7/8/2003 7:12 AM EDT
 

Among the panoply of stock market books that are arranged for easy access on my credenza is one book that wasn't written for or about the stock market. In fact, it has nothing specifically to do with the stock market -- it's Robert Fulghum's book All I Really Need to Know I Learned in Kindergarten.



In this second installation of a three-part series on corporate governance, I continue to borrow from Fulghum's book. Here are more lessons appropriate for kindergartners and boards of directors alike, lessons that, if implemented in the boardroom, might dramatically improve the lousy corporate governance we've experienced in recent years.

  • "When you go out into the world, watch out for traffic, hold hands and stick together."

    At most companies, management controls the agenda, which is largely built around management's self-interest. When Verity (VRTY - commentary - Cramer's Take) and Elizabeth Arden (RDEN - commentary - Cramer's Take) can get away with granting options that potentially dilute shareholders' property by 25% and 16%, respectively, in just a single year, it's clear the corporate governance system at these companies is not working, at least not for the benefit of shareholders. The same is true when the board at Apple (AAPL - commentary - Cramer's Take) canceled 27 million worthless options for Steve Jobs and gave him a grant of restricted stock -- now worth over $90 million. Steve called it a "good day for Apple shareholders" -- make that a good day for one Apple shareholder.

    Executives have dominant personalities and have carefully cultivated company cultures where contrarian thought is unwelcome, clubby boards are the norm and executives are the de facto power force, not the board.

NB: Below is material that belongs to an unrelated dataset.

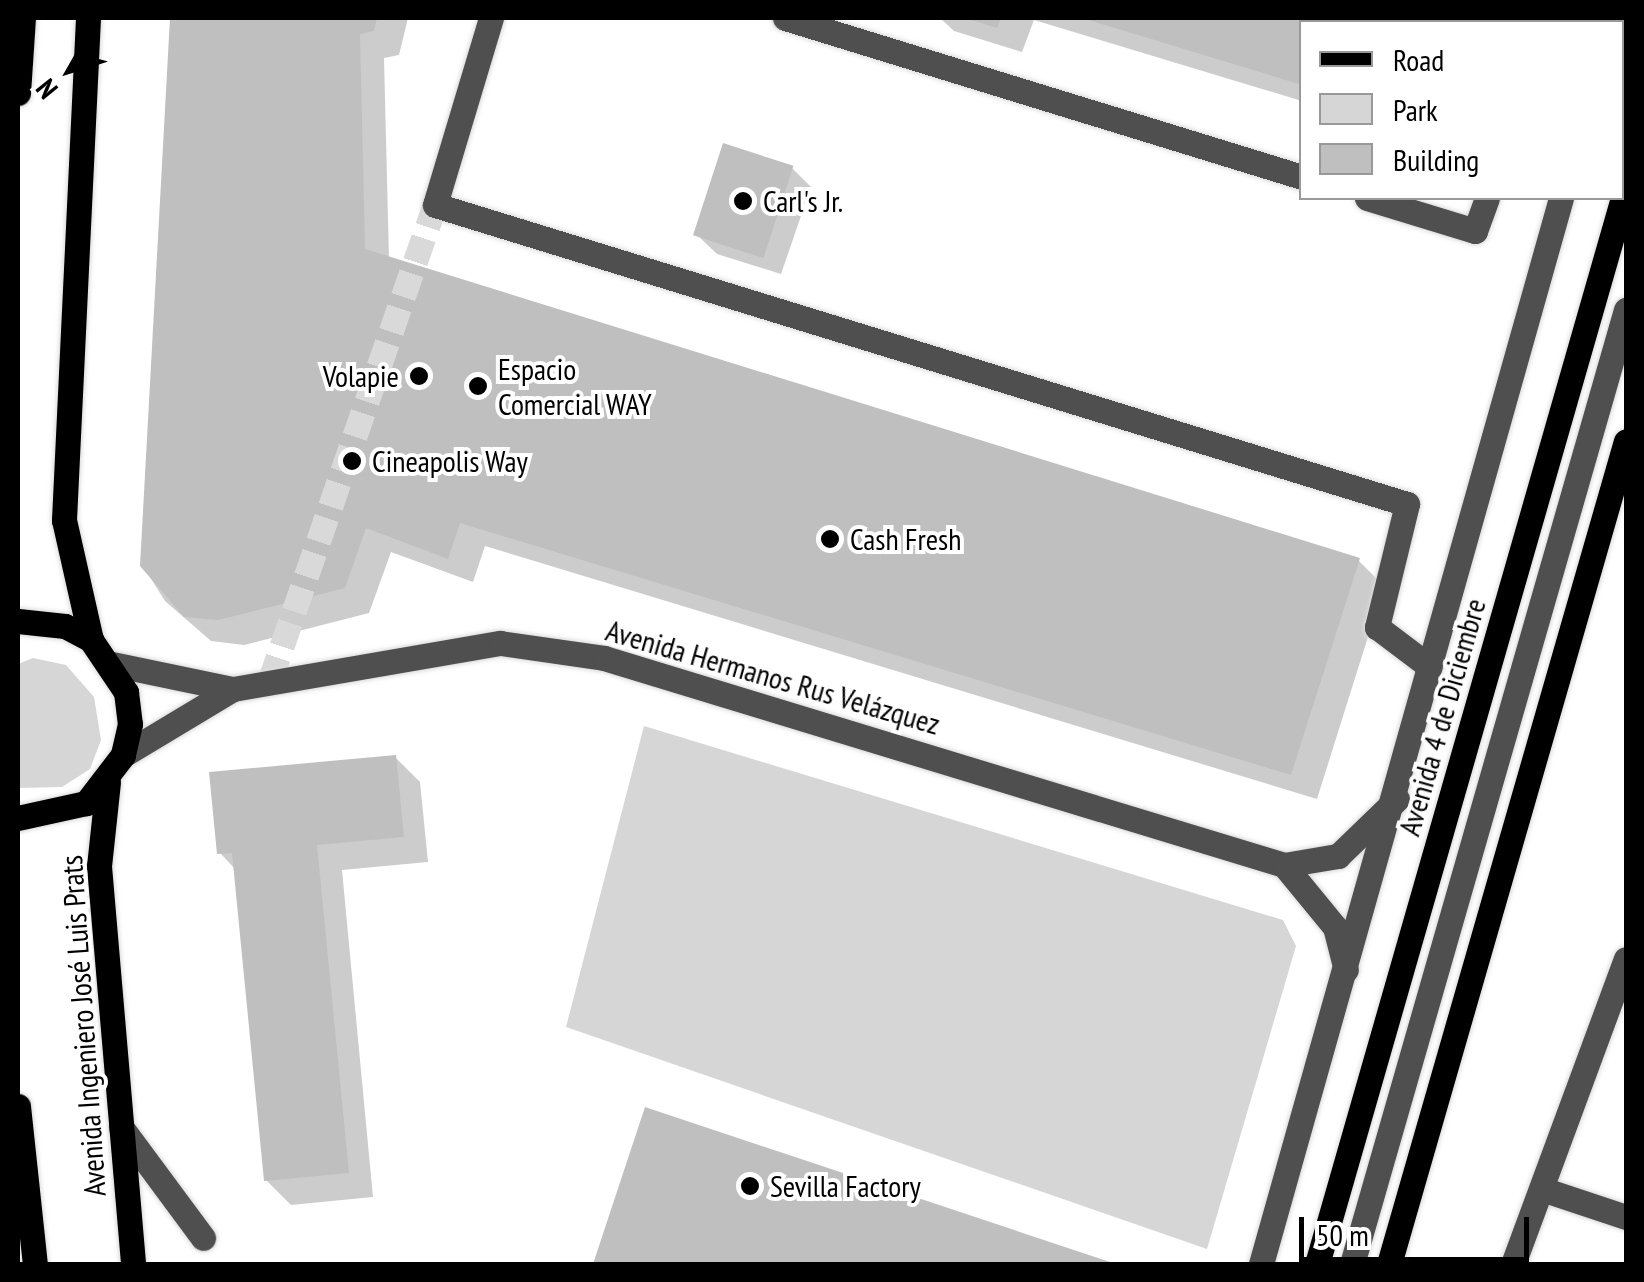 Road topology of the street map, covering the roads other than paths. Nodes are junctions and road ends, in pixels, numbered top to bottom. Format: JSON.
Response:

    An assertive board, though a rarity, is better positioned than either management or shareholders to "watch out for traffic." Since executives are often moving at breakneck speed, it's the board's responsibility to slow things down and carefully consider initiatives that could harm the company and shareholders -- to name a few examples: acquisitions, additions to debt, dilutive stock options and aggressive expansion.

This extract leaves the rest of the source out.